Task prompt: Report the tally of lines in the material below that have the string "Prefeito", with no other output.

======== Data section ========

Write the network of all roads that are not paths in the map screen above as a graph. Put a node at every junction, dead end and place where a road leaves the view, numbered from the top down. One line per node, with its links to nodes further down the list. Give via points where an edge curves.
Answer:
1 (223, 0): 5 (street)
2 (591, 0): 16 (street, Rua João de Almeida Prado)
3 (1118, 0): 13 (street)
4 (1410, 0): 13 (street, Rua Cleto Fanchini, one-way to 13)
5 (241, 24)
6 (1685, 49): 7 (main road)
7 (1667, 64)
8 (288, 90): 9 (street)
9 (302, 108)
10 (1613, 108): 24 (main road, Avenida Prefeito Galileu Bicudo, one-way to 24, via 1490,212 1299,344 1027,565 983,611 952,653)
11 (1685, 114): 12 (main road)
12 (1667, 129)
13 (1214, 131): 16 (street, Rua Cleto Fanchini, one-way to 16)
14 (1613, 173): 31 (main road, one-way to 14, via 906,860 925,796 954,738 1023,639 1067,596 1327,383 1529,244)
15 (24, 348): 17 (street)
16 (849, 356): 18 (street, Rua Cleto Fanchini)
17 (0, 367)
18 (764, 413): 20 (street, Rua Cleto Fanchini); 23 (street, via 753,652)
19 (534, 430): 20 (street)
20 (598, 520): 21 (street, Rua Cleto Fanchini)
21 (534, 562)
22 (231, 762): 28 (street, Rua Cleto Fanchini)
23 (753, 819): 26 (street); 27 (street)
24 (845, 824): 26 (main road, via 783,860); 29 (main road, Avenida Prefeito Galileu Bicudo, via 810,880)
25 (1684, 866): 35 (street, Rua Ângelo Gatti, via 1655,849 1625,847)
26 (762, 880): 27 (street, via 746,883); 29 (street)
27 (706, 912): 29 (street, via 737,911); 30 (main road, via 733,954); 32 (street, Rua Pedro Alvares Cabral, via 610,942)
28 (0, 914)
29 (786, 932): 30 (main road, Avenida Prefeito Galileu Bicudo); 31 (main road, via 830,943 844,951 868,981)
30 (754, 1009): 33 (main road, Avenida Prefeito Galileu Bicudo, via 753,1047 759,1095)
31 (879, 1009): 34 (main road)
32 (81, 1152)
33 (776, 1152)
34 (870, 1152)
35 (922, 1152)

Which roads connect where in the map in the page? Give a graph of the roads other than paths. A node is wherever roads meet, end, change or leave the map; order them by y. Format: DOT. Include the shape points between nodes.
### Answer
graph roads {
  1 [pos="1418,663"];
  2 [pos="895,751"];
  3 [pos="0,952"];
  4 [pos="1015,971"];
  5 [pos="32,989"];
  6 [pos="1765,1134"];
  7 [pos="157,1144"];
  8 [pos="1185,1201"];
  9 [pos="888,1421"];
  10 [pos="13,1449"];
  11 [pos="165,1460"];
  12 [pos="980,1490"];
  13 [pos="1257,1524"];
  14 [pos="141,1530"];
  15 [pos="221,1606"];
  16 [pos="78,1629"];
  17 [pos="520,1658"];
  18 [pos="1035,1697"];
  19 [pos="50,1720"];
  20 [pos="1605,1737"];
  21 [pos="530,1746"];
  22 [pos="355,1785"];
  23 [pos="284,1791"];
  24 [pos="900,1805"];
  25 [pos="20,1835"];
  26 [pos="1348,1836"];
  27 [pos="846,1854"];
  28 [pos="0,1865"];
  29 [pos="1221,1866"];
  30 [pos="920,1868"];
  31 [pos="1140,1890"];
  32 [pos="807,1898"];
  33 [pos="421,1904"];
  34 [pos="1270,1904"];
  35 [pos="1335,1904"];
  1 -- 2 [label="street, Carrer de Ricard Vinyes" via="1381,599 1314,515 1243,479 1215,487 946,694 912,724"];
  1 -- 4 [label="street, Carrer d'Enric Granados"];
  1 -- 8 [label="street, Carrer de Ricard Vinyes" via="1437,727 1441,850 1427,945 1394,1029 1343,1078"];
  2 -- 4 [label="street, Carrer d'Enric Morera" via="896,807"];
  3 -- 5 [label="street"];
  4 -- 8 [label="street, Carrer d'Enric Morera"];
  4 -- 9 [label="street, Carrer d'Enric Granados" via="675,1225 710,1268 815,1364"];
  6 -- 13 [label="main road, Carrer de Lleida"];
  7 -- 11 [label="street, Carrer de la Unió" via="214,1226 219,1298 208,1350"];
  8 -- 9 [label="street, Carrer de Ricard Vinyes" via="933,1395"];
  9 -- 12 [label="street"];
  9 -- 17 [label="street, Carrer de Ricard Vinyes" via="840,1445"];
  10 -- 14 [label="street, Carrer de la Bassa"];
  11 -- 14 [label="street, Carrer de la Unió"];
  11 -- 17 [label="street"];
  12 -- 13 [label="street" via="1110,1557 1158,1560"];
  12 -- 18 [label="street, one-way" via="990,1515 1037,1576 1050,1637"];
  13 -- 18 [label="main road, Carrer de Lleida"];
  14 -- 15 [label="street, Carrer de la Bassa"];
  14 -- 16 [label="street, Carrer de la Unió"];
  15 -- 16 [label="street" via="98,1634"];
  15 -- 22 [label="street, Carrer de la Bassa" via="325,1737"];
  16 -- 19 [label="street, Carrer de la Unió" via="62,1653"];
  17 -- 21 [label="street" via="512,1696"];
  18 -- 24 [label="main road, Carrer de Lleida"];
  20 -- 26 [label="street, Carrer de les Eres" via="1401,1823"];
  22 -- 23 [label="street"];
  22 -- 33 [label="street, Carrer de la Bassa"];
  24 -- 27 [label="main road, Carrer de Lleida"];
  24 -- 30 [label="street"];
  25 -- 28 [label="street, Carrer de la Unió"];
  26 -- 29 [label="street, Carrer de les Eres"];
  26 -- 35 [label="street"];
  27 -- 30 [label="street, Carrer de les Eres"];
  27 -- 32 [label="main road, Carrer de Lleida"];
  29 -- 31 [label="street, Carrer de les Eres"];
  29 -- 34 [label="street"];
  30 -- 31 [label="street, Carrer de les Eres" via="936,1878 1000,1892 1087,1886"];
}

========

Task result: 4